**Available data**
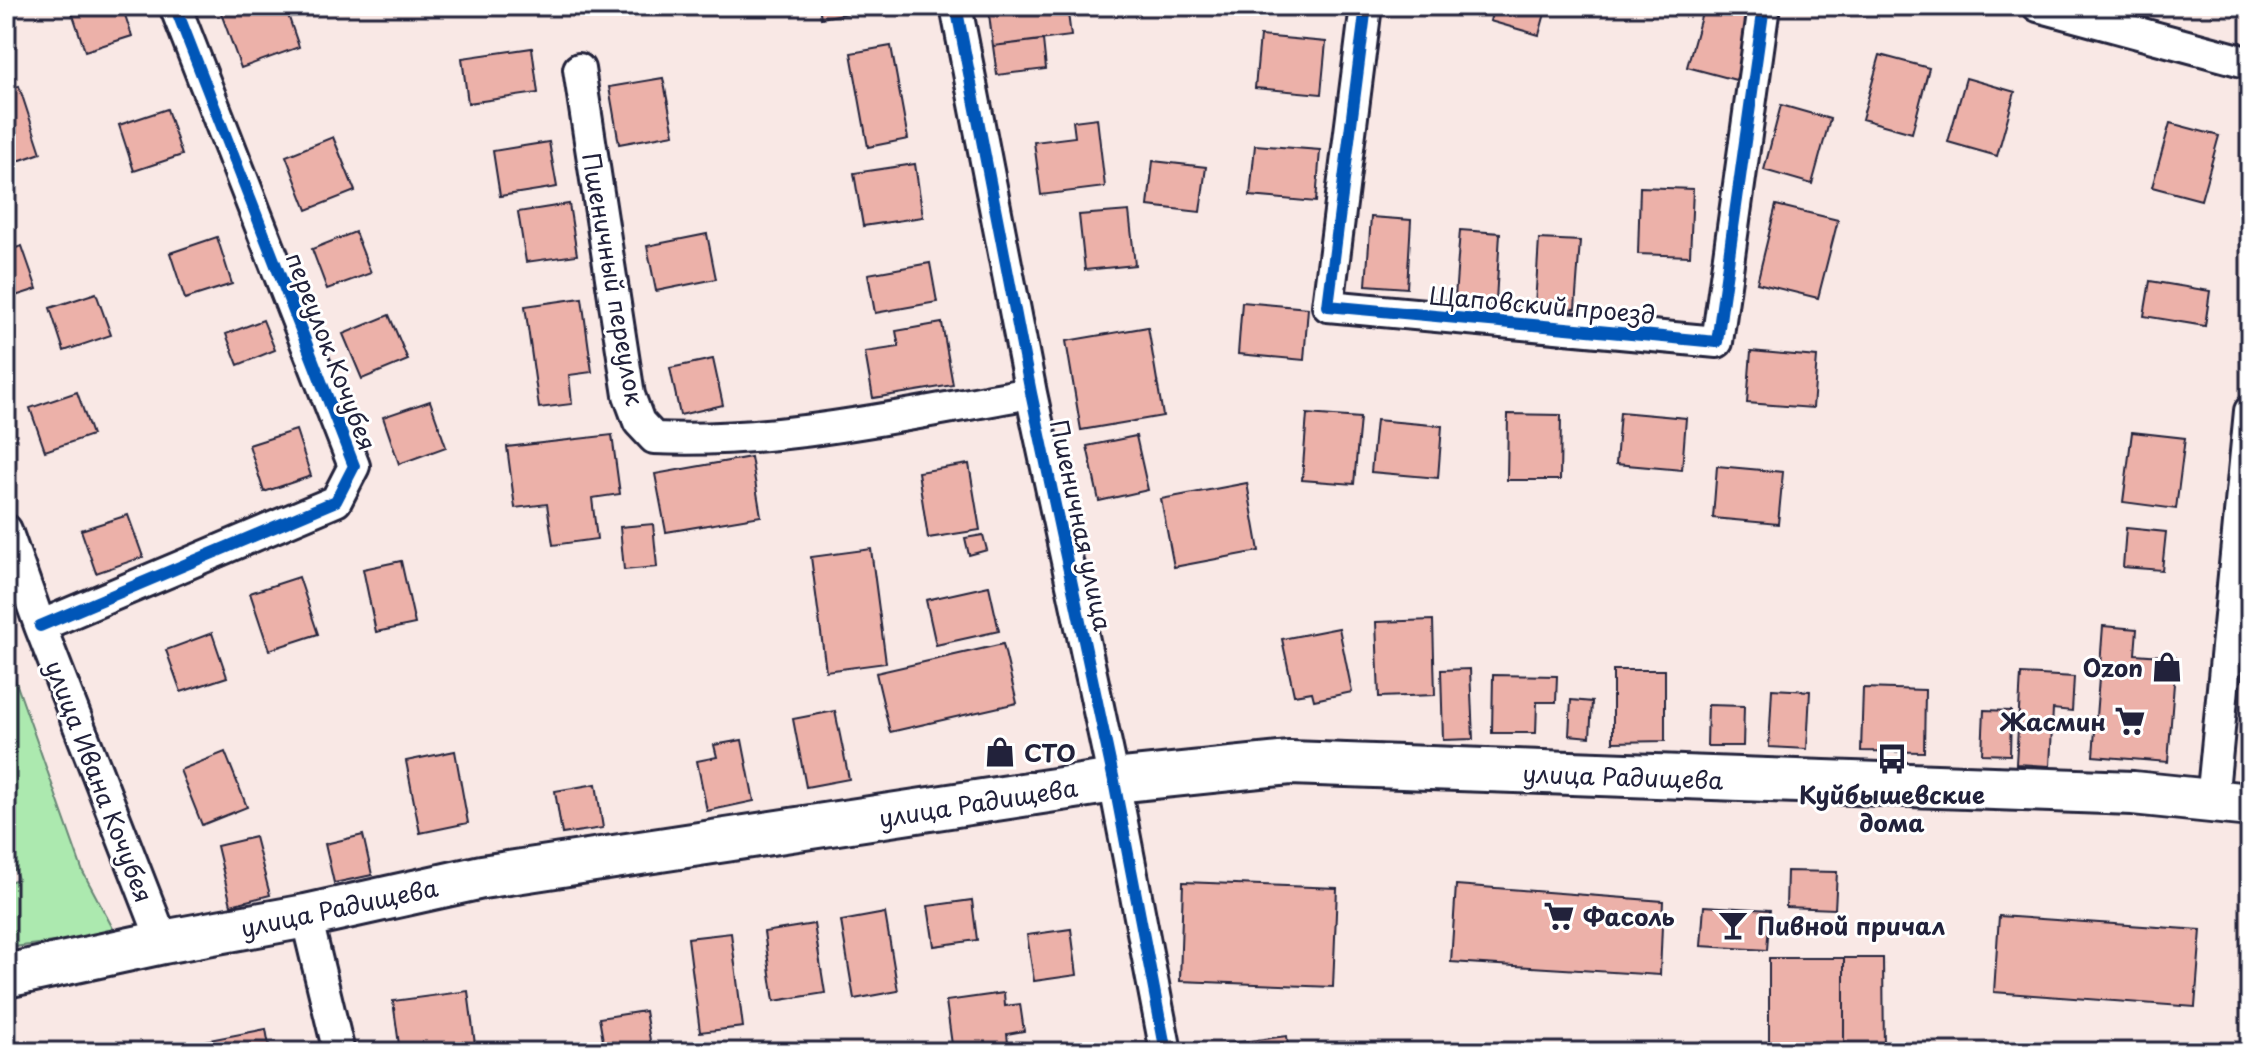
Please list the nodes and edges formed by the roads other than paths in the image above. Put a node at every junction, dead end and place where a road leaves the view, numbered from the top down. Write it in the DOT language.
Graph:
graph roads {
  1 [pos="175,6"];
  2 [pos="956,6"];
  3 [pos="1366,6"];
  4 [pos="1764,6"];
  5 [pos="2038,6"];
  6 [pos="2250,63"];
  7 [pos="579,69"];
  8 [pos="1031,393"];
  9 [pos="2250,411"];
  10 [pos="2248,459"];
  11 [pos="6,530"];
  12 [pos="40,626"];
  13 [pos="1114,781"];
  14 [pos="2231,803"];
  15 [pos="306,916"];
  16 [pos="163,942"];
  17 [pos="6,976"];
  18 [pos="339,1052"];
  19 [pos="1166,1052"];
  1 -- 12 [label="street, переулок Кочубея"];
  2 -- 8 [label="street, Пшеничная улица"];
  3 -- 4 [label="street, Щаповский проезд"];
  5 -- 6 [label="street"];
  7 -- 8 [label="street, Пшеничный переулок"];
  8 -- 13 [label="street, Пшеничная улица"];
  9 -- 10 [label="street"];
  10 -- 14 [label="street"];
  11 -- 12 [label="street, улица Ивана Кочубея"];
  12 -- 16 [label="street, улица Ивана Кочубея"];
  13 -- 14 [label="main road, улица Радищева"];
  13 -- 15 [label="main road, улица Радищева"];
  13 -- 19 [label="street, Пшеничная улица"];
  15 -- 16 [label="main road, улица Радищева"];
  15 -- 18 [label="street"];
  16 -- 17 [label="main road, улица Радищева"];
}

---

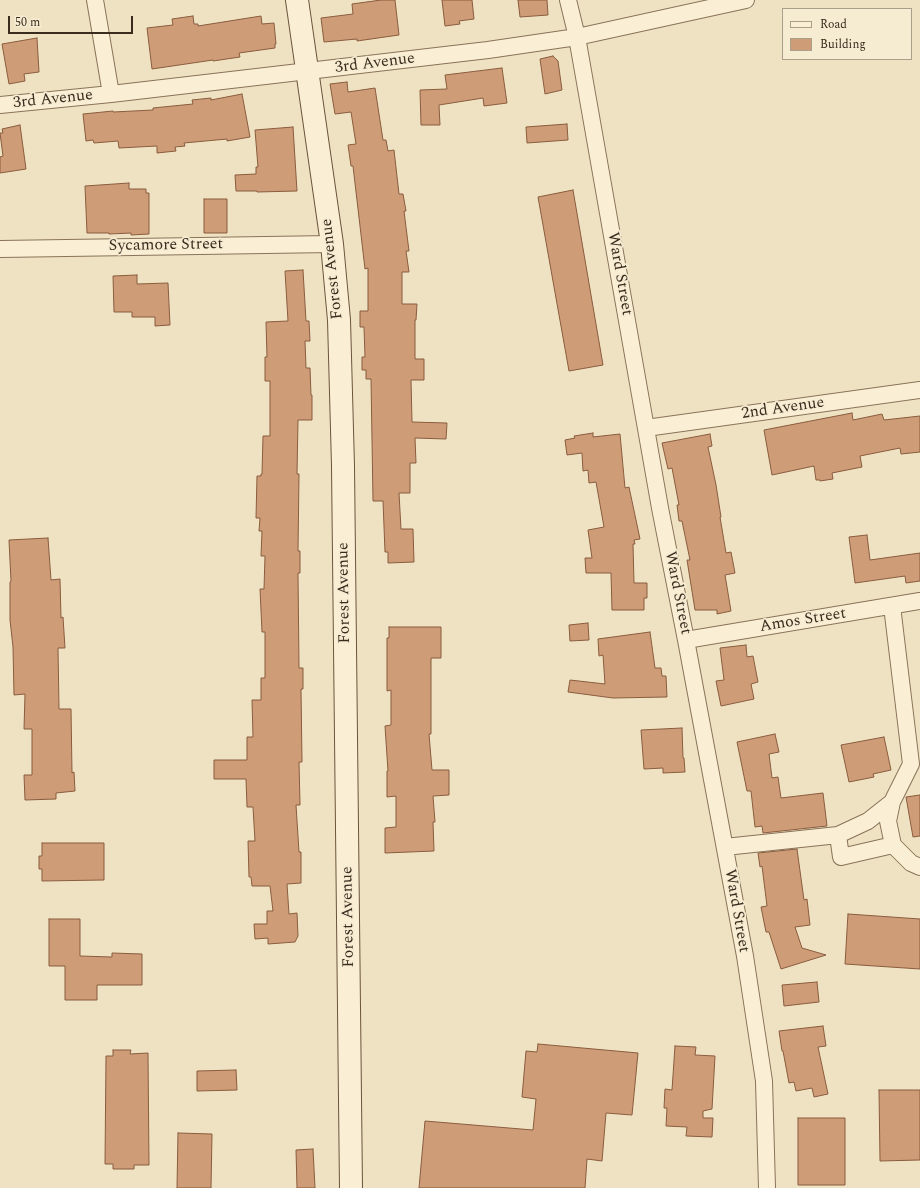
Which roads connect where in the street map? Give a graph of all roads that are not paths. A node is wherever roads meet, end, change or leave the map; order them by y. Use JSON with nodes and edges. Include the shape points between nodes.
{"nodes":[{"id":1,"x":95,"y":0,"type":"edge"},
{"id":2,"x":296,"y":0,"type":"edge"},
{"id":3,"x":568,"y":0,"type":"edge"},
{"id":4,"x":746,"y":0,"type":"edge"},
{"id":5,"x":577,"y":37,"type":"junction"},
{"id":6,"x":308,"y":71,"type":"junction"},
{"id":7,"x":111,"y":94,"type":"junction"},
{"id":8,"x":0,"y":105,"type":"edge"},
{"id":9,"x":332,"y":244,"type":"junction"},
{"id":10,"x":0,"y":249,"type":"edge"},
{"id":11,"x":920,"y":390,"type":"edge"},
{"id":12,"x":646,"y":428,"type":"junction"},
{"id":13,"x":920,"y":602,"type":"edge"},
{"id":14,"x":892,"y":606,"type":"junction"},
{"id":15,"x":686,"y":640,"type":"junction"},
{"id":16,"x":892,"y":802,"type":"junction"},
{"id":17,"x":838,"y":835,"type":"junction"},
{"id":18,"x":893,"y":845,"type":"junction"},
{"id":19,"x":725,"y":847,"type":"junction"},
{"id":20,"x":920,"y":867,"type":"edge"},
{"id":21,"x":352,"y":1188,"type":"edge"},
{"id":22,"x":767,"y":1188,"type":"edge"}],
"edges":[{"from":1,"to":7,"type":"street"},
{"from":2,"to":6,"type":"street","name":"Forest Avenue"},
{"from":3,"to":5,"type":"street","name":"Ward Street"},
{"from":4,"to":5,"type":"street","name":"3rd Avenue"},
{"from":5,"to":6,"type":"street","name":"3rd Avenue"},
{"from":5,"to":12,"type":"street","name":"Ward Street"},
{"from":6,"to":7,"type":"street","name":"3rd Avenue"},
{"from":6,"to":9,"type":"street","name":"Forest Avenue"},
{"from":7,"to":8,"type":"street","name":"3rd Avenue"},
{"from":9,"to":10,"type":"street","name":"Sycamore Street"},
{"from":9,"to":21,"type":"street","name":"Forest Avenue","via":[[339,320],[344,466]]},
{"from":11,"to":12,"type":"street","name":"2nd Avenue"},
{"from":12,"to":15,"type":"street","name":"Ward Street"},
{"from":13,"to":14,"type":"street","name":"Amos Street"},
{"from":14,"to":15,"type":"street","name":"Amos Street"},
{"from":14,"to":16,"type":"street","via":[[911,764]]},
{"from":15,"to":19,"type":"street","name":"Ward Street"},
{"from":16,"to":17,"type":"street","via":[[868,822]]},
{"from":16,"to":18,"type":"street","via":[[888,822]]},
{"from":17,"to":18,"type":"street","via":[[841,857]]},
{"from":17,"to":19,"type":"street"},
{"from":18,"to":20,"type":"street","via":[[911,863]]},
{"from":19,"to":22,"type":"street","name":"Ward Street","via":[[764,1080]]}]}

...

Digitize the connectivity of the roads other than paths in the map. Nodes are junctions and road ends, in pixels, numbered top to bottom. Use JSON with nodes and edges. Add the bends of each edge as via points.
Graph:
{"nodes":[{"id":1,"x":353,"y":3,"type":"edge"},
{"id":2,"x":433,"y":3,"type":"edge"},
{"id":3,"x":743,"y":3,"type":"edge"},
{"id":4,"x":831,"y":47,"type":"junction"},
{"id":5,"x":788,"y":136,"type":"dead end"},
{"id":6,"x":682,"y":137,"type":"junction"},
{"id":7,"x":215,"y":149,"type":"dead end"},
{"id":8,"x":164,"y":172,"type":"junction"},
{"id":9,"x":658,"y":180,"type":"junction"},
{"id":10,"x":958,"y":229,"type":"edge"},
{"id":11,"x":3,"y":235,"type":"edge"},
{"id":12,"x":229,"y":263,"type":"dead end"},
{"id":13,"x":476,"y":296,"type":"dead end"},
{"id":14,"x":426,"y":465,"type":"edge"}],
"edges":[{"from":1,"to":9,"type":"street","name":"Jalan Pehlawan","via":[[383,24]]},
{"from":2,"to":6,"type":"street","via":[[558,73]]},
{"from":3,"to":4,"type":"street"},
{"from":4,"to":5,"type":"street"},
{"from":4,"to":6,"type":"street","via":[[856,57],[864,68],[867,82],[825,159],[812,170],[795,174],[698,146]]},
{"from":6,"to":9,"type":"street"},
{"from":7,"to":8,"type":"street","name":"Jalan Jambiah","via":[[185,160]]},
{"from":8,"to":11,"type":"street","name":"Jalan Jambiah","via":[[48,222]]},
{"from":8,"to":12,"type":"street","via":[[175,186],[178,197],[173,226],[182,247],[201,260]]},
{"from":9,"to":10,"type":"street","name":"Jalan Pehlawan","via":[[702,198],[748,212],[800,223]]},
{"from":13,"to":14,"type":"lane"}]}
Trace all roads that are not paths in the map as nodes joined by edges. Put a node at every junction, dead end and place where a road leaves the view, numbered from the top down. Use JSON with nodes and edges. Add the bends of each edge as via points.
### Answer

**Problem requirements**
Now copy each line of the entries that mentions "place".

**Answer below**
Please list the nodes and edges formed by the roads other than paths in the image above. Put a node at every junction, dead end and place where a road leaves the view, numbered from the top down. Write it in the DOT language.
Trace all roads that are not paths in the map as nodes joined by edges. Put a node at every junction, dead end and place where a road leaves the view, numbered from the top down. Use JSON with nodes and edges. Add the bends of each edge as via points.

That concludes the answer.